- Task requirements: Where the records below show the word "than" in a line, please copy that line.

=-=-=-=-=

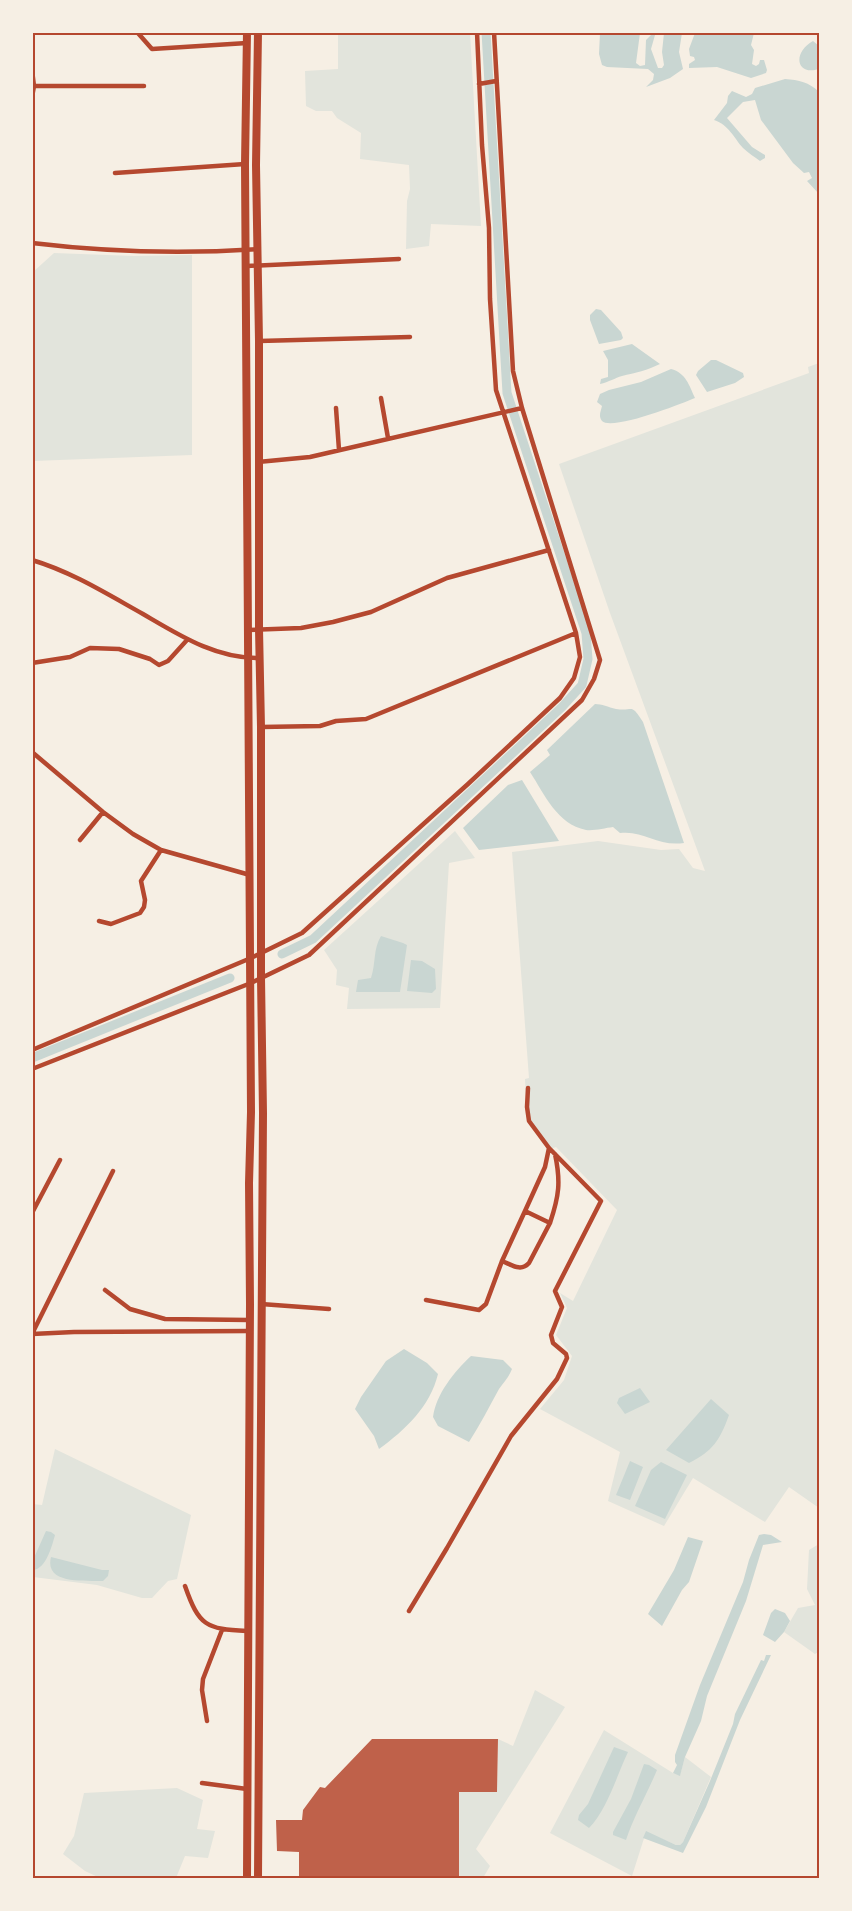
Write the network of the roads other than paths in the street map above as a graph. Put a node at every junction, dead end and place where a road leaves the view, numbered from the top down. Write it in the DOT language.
graph roads {
  1 [pos="137,32"];
  2 [pos="247,32"];
  3 [pos="258,32"];
  4 [pos="477,32"];
  5 [pos="494,32"];
  6 [pos="247,43"];
  7 [pos="32,70"];
  8 [pos="496,81"];
  9 [pos="478,84"];
  10 [pos="34,86"];
  11 [pos="144,86"];
  12 [pos="32,98"];
  13 [pos="245,164"];
  14 [pos="115,173"];
  15 [pos="32,243"];
  16 [pos="258,249"];
  17 [pos="246,250"];
  18 [pos="400,259"];
  19 [pos="247,266"];
  20 [pos="259,266"];
  21 [pos="410,337"];
  22 [pos="259,341"];
  23 [pos="381,398"];
  24 [pos="336,408"];
  25 [pos="521,408"];
  26 [pos="506,411"];
  27 [pos="388,438"];
  28 [pos="339,450"];
  29 [pos="258,462"];
  30 [pos="549,550"];
  31 [pos="32,560"];
  32 [pos="258,629"];
  33 [pos="247,630"];
  34 [pos="576,633"];
  35 [pos="187,640"];
  36 [pos="260,658"];
  37 [pos="249,659"];
  38 [pos="32,663"];
  39 [pos="261,726"];
  40 [pos="32,752"];
  41 [pos="104,812"];
  42 [pos="80,840"];
  43 [pos="161,850"];
  44 [pos="250,875"];
  45 [pos="99,921"];
  46 [pos="261,953"];
  47 [pos="251,958"];
  48 [pos="261,978"];
  49 [pos="250,983"];
  50 [pos="32,1050"];
  51 [pos="32,1069"];
  52 [pos="528,1088"];
  53 [pos="550,1148"];
  54 [pos="555,1154"];
  55 [pos="60,1160"];
  56 [pos="114,1171"];
  57 [pos="525,1211"];
  58 [pos="32,1213"];
  59 [pos="550,1223"];
  60 [pos="502,1261"];
  61 [pos="105,1290"];
  62 [pos="426,1300"];
  63 [pos="261,1304"];
  64 [pos="329,1309"];
  65 [pos="249,1320"];
  66 [pos="249,1331"];
  67 [pos="32,1334"];
  68 [pos="186,1586"];
  69 [pos="409,1611"];
  70 [pos="222,1630"];
  71 [pos="248,1631"];
  72 [pos="207,1721"];
  73 [pos="202,1783"];
  74 [pos="247,1789"];
  75 [pos="247,1878"];
  76 [pos="258,1878"];
  1 -- 6 [label="street"];
  2 -- 6 [label="highway"];
  3 -- 16 [label="highway"];
  4 -- 9 [label="street"];
  5 -- 8 [label="street"];
  6 -- 13 [label="highway"];
  7 -- 10 [label="street"];
  8 -- 9 [label="street"];
  8 -- 25 [label="street"];
  9 -- 26 [label="street"];
  10 -- 11 [label="street"];
  10 -- 12 [label="street"];
  13 -- 14 [label="street"];
  13 -- 17 [label="highway"];
  15 -- 17 [label="street"];
  16 -- 17 [label="street"];
  16 -- 20 [label="highway"];
  17 -- 19 [label="highway"];
  18 -- 20 [label="street"];
  19 -- 20 [label="street"];
  19 -- 33 [label="highway"];
  20 -- 22 [label="highway"];
  21 -- 22 [label="street"];
  22 -- 29 [label="highway"];
  23 -- 27 [label="street"];
  24 -- 28 [label="street"];
  25 -- 26 [label="street"];
  25 -- 48 [label="street"];
  26 -- 27 [label="street"];
  26 -- 30 [label="street"];
  27 -- 28 [label="street"];
  28 -- 29 [label="street"];
  29 -- 32 [label="highway"];
  30 -- 32 [label="street"];
  30 -- 34 [label="street"];
  31 -- 35 [label="street"];
  32 -- 33 [label="street"];
  32 -- 36 [label="highway"];
  33 -- 37 [label="highway"];
  34 -- 39 [label="street"];
  34 -- 46 [label="street"];
  35 -- 37 [label="street"];
  35 -- 38 [label="street"];
  36 -- 37 [label="street"];
  36 -- 39 [label="highway"];
  37 -- 44 [label="highway"];
  39 -- 46 [label="highway"];
  40 -- 41 [label="street"];
  41 -- 42 [label="street"];
  41 -- 43 [label="street"];
  43 -- 44 [label="street"];
  43 -- 45 [label="street"];
  44 -- 47 [label="highway"];
  46 -- 47 [label="street"];
  46 -- 48 [label="highway"];
  47 -- 49 [label="highway"];
  47 -- 50 [label="street"];
  48 -- 49 [label="street"];
  48 -- 63 [label="highway"];
  49 -- 51 [label="street"];
  49 -- 65 [label="highway"];
  52 -- 53 [label="street"];
  53 -- 54 [label="street"];
  53 -- 57 [label="street"];
  54 -- 59 [label="street"];
  54 -- 69 [label="street"];
  55 -- 58 [label="street"];
  56 -- 67 [label="street"];
  57 -- 59 [label="street"];
  57 -- 60 [label="street"];
  59 -- 60 [label="street"];
  60 -- 62 [label="street"];
  61 -- 65 [label="street"];
  63 -- 64 [label="street"];
  63 -- 76 [label="highway"];
  65 -- 66 [label="highway"];
  66 -- 67 [label="street"];
  66 -- 71 [label="highway"];
  68 -- 70 [label="street"];
  70 -- 71 [label="street"];
  70 -- 72 [label="street"];
  71 -- 74 [label="highway"];
  73 -- 74 [label="street"];
  74 -- 75 [label="highway"];
}
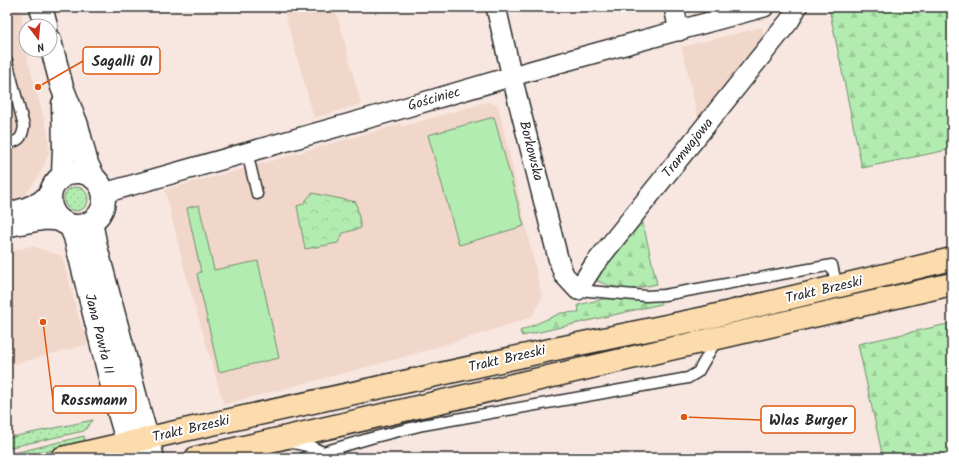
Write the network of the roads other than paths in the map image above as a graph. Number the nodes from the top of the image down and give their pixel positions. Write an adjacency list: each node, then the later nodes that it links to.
1 (41, 7): 6 (street)
2 (496, 7): 10 (street, Borkowska)
3 (674, 7): 7 (street)
4 (764, 7): 7 (street, Gościniec)
5 (797, 7): 23 (street, Tramwajowa)
6 (44, 18)
7 (679, 31): 10 (street, Gościniec)
8 (54, 58): 11 (street)
9 (7, 61): 12 (lane)
10 (512, 77): 13 (street, Gościniec); 23 (street, Borkowska)
11 (62, 87): 14 (street); 15 (street)
12 (7, 144)
13 (247, 152): 15 (street, Gościniec); 16 (lane)
14 (57, 184): 15 (street); 17 (street); 18 (street)
15 (99, 184): 18 (street)
16 (257, 194)
17 (7, 213)
18 (74, 223): 19 (street); 26 (street, Jana Pawła II)
19 (7, 227)
20 (952, 259): 22 (main road, Trakt Brzeski)
21 (952, 284): 24 (main road, Trakt Brzeski)
22 (837, 287): 23 (lane); 26 (main road, Trakt Brzeski)
23 (578, 290)
24 (718, 338): 25 (main road, Trakt Brzeski); 27 (lane)
25 (275, 440): 27 (lane); 29 (main road, Trakt Brzeski)
26 (140, 449): 28 (main road, Trakt Brzeski)
27 (324, 455): 30 (lane)
28 (62, 458)
29 (196, 458)
30 (303, 458)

=-=-=-=-=

- Exercise response:
Write the network of the roads other than paths in the street map above as a graph. Put a node at every junction, dead end and place where a road leaves the view, numbered from the top down. Write it in the DOT language.
Write the network of the roads other than paths in the map image above as a graph. Number the nodes from the top of the image down and give their pixel positions. Write an adjacency list: each node, then the later nodes that it links to.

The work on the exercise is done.